А митрополичьи стены? там же эти, ваши, магендовены!
Во-первых, могендоведы. А во-вторых, не зря же мы давали вам денег?
А крыши какие! не хуже, чем во Львове!
Да.
Владыка, если малость выпьет с гостем, может говорить часами; в полночь прекращает есть и пить, потому что утром служит литургию, но молоть языком – продолжает. И тра-та-та, и ти-ти-ти. А Подсевакин стой. У него уже развилось плоскостопие, и на икрах вздулись вены – стоять приходится практически весь день, и в алтаре, на долгих монастырских службах, и во время затяжных обедов.

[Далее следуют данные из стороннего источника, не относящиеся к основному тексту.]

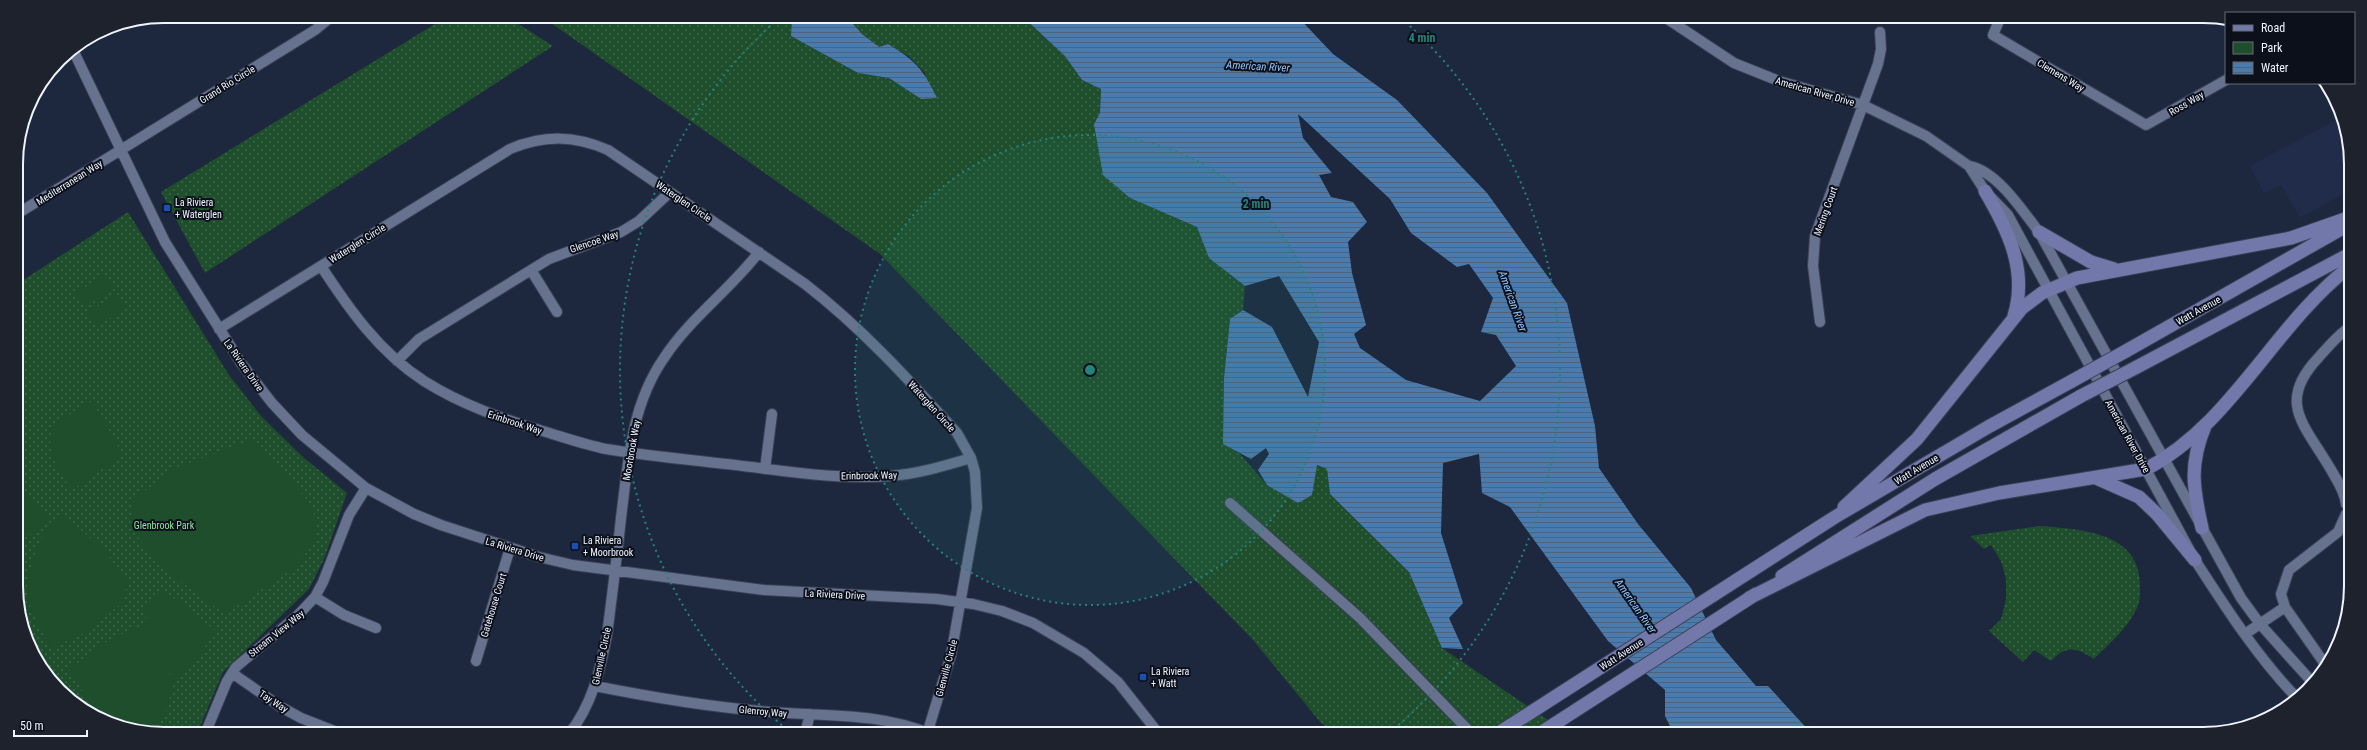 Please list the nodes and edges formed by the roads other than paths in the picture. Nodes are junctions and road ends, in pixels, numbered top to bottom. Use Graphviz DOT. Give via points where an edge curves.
graph roads {
  1 [pos="324,23"];
  2 [pos="1673,23"];
  3 [pos="1998,23"];
  4 [pos="1880,32"];
  5 [pos="75,54"];
  6 [pos="2225,81"];
  7 [pos="1863,105"];
  8 [pos="2146,126"];
  9 [pos="121,150"];
  10 [pos="1969,166"];
  11 [pos="1985,191"];
  12 [pos="670,192"];
  13 [pos="23,210"];
  14 [pos="2344,219"];
  15 [pos="2344,227"];
  16 [pos="2039,232"];
  17 [pos="759,252"];
  18 [pos="2344,257"];
  19 [pos="321,266"];
  20 [pos="531,270"];
  21 [pos="2117,270"];
  22 [pos="2344,272"];
  23 [pos="2067,283"];
  24 [pos="2048,290"];
  25 [pos="557,312"];
  26 [pos="2013,320"];
  27 [pos="1820,322"];
  28 [pos="219,328"];
  29 [pos="2344,332"];
  30 [pos="397,361"];
  31 [pos="772,414"];
  32 [pos="2206,424"];
  33 [pos="629,452"];
  34 [pos="971,458"];
  35 [pos="2165,460"];
  36 [pos="766,469"];
  37 [pos="2146,470"];
  38 [pos="2096,478"];
  39 [pos="366,488"];
  40 [pos="2344,496"];
  41 [pos="1230,503"];
  42 [pos="1835,517"];
  43 [pos="2344,518"];
  44 [pos="2202,528"];
  45 [pos="510,548"];
  46 [pos="2195,560"];
  47 [pos="1807,565"];
  48 [pos="615,571"];
  49 [pos="315,597"];
  50 [pos="961,602"];
  51 [pos="2285,607"];
  52 [pos="2260,624"];
  53 [pos="376,628"];
  54 [pos="2245,634"];
  55 [pos="476,661"];
  56 [pos="2322,661"];
  57 [pos="232,672"];
  58 [pos="2309,679"];
  59 [pos="595,686"];
  60 [pos="2293,694"];
  61 [pos="810,714"];
  62 [pos="208,727"];
  63 [pos="324,727"];
  64 [pos="574,727"];
  65 [pos="807,727"];
  66 [pos="910,727"];
  67 [pos="930,727"];
  68 [pos="1153,727"];
  69 [pos="1465,727"];
  70 [pos="1508,727"];
  71 [pos="1550,727"];
  1 -- 9 [label="street, Grand Rio Circle"];
  2 -- 7 [label="street, American River Drive" via="1708,48 1747,69"];
  3 -- 8 [label="street, Clemens Way" via="1993,35"];
  4 -- 7 [label="street, Mering Court" via="1880,56"];
  5 -- 9 [label="street, La Riviera Drive"];
  6 -- 8 [label="street, Ross Way"];
  7 -- 10 [label="street, American River Drive" via="1926,136"];
  7 -- 27 [label="street, Mering Court" via="1845,160 1815,236 1813,266"];
  9 -- 13 [label="street, Mediterranean Way"];
  9 -- 28 [label="street, La Riviera Drive" via="165,242"];
  10 -- 11 [label="street, American River Drive"];
  10 -- 16 [label="street, American River Drive" via="1980,168 1990,176 2018,204"];
  11 -- 24 [label="street, American River Drive" via="2008,215"];
  11 -- 26 [label="main road" via="2001,219 2017,261 2019,282"];
  12 -- 17 [label="street, Waterglen Circle"];
  12 -- 19 [label="street, Waterglen Circle" via="595,144 566,138 538,140 510,149"];
  12 -- 20 [label="street, Glencoe Way" via="651,212 621,232 561,252"];
  14 -- 21 [label="main road" via="2291,238"];
  15 -- 42 [label="main road, Watt Avenue, bridge" via="1988,427"];
  16 -- 21 [label="main road" via="2091,262"];
  16 -- 23 [label="street, American River Drive"];
  17 -- 33 [label="street, Moorbrook Way" via="724,293 692,322 663,359 644,395"];
  17 -- 34 [label="street, Waterglen Circle" via="831,304 880,348 957,433"];
  18 -- 47 [label="main road, Watt Avenue, bridge" via="2081,396 1935,479"];
  19 -- 28 [label="street, Waterglen Circle"];
  19 -- 30 [label="street, Erinbrook Way" via="357,319"];
  20 -- 25 [label="street"];
  20 -- 30 [label="street, Glencoe Way" via="419,339"];
  21 -- 23 [label="main road" via="2077,278"];
  22 -- 32 [label="main road" via="2324,289"];
  23 -- 24 [label="main road"];
  23 -- 35 [label="street, American River Drive"];
  24 -- 26 [label="main road" via="2032,299"];
  24 -- 37 [label="street, American River Drive"];
  26 -- 42 [label="main road" via="1917,439"];
  28 -- 39 [label="street, La Riviera Drive" via="245,369 282,416"];
  29 -- 40 [label="street" via="2306,371 2299,383 2296,397 2301,419"];
  30 -- 33 [label="street, Erinbrook Way" via="422,380 467,405 497,417 585,444"];
  31 -- 36 [label="street"];
  32 -- 35 [label="main road"];
  32 -- 44 [label="main road" via="2195,456 2194,475"];
  33 -- 36 [label="street, Erinbrook Way"];
  33 -- 48 [label="street, Moorbrook Way"];
  34 -- 36 [label="street, Erinbrook Way" via="925,471 888,476 812,474"];
  34 -- 50 [label="street, Waterglen Circle" via="978,486 978,501"];
  35 -- 37 [label="main road"];
  35 -- 44 [label="street, American River Drive"];
  37 -- 38 [label="main road"];
  37 -- 46 [label="street, American River Drive"];
  38 -- 46 [label="main road" via="2139,497 2157,514"];
  38 -- 47 [label="main road" via="1999,493 1925,510"];
  39 -- 45 [label="street, La Riviera Drive" via="421,517"];
  39 -- 49 [label="street, Stream View Way" via="350,515"];
  41 -- 69 [label="street" via="1360,618"];
  42 -- 70 [label="main road, Watt Avenue"];
  43 -- 51 [label="street" via="2338,532 2289,570 2280,594"];
  44 -- 52 [label="street, American River Drive" via="2241,598"];
  45 -- 48 [label="street, La Riviera Drive" via="573,565"];
  45 -- 55 [label="street, Gatehouse Court"];
  46 -- 54 [label="street, American River Drive"];
  47 -- 71 [label="main road, Watt Avenue" via="1749,598"];
  48 -- 50 [label="street, La Riviera Drive" via="764,590"];
  48 -- 59 [label="street, Glenville Circle" via="607,635"];
  49 -- 53 [label="street" via="344,615"];
  49 -- 57 [label="street, Stream View Way" via="305,609 245,658"];
  50 -- 67 [label="street, Glenville Circle" via="951,656"];
  50 -- 68 [label="street, La Riviera Drive" via="1002,611 1026,620 1084,653 1118,682"];
  51 -- 52 [label="street"];
  51 -- 56 [label="street"];
  52 -- 54 [label="street"];
  52 -- 58 [label="street, American River Drive"];
  54 -- 60 [label="street, American River Drive" via="2275,675"];
  57 -- 62 [label="street, Stream View Way"];
  57 -- 63 [label="street, Tay Way" via="281,707"];
  59 -- 61 [label="street, Glenroy Way" via="698,704"];
  59 -- 64 [label="street, Glenville Circle" via="583,714"];
  61 -- 65 [label="street"];
  61 -- 66 [label="street, Glenroy Way" via="885,719"];
}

Но все же при владыке хорошо.
Года три назад епископ прибыл с архипастырским визитом в их голодную полудеревню, послужил торжественно и величаво, приводя в священный трепет бабок, а после службы подошел к нему, обычному псаломщику, практически мальчишке, взял легонечко за подбородок, посмотрел по-доброму в глаза, спросил: а что, пойдешь ко мне служить? И с тех пор ведет его по жизни. Выбил в Долгороде комнату для мамы, сам оплатил переезд, а ведь мама вырастила Подсевакина одна, и какое ей под старость утешение.
А здешние колхозы, которые владыка согласился окормлять? Выступил на приходском собрании (отцы опустили глаза и почему-то резко погрустнели): вы как кочки посреди болота, а почему не осушаете? мы вас этого-того, не чтобы этого… идите в председатели колхозов. Отслужил обедню, и в правление. Главное, спиваться не давай.
И теперь по всей округе восстанавливается мертвое хозяйство. Даже в их заброшенном Таланово стало веселее, заново открыли свиноферму, хрюшки роют грязь, идешь по околице, черные рыльца торчат.
а песни наши знаешь? да? а ну, давай, какие?
Ну, началось. Сейчас владыка затянет любимую; приняв наливочки, он всегда начинает спивать. Хотя владыка и старик по возрасту, но голос у него крепкий, как домашний табак, проникает во все поры.
Пора, маты, жито жаты, колос похылывся, пора дочку замиж даты: голос одминывся…
Смотри-ка, и лысый решил подтянуть… да за такое пение их семинарский регент – нотной папкой со всего размаха, как нашкодившего пса газетой, раз, раз, вот тебе петух, вот тебе курочка, вон пошел отсюда! но владыка совсем размягчился, позволяет лысому фальшивить.
Хоч колосок похылывся, стебло зэлэнэньке, хоч голосок одминывся, лычко молодэньке.
– Ну, Федор Казимирыч, молодец. Подсевакин, плесни нам по рюмочке. А вот эту ты точно не знаешь, голову даю на отсечение.
– А если знаю?
– А если знаешь, храма забирать не буду!
И повел издалека:
В нэдилю рано сонце сходыло, сады вышнэви розвэсэлыло. В саду вышнэвым цвиток биленькый, ой народывся Христос малэнькый…
Лысый для порядку помолчал, как бы растерянно развел руками (владыка с гордостью прищурился: я же говорил, не знаешь!), но улыбнулся широко, так что стал похож на Фантомаса, и, безнадежно фальшивя, продолжил:
Ой чесни люды, чесна людыно, Христос родывся – весела днына. Христос родывся – будэм взнаваты. Исусу Христу славу даваты…
Епископ посмотрел на Теодора со старческой скрытой обидой, но песню обрывать не стал; так они колядовали до конца, до самого последнего куплета.
Исусу Христу сплэтэ виночок чесна дивчына на даруночок.
– Ну, Федор, ну ты меня удивил, ну ты, оказывается, человек. Не благословлю, но обниму. Иди почеломкаться.
Епископ положил свои легкие ручки Теодору на плечи, и троекратно, смачно расцеловал его в обе щеки. И тут директор заметил нечто, от чего у него заколотилось сердце – на рукав фиолетовой рясы налип узнаваемый белый клочок; о, Господи, он же кошатник!
И все же сначала о деле.
– Значит, храм останется усадьбе?
Епископ посмотрел сурово, резко сбросил руки с плеч и отступил на полшага назад.
– Храм останется Господу. Запомни своей некрещеной башкой. Гос-по-ду. Не мне и не тебе. А вот баланс не буду переписывать. Пусть баланс останется за тобой. Пока. И знаешь что? за это надо выпить.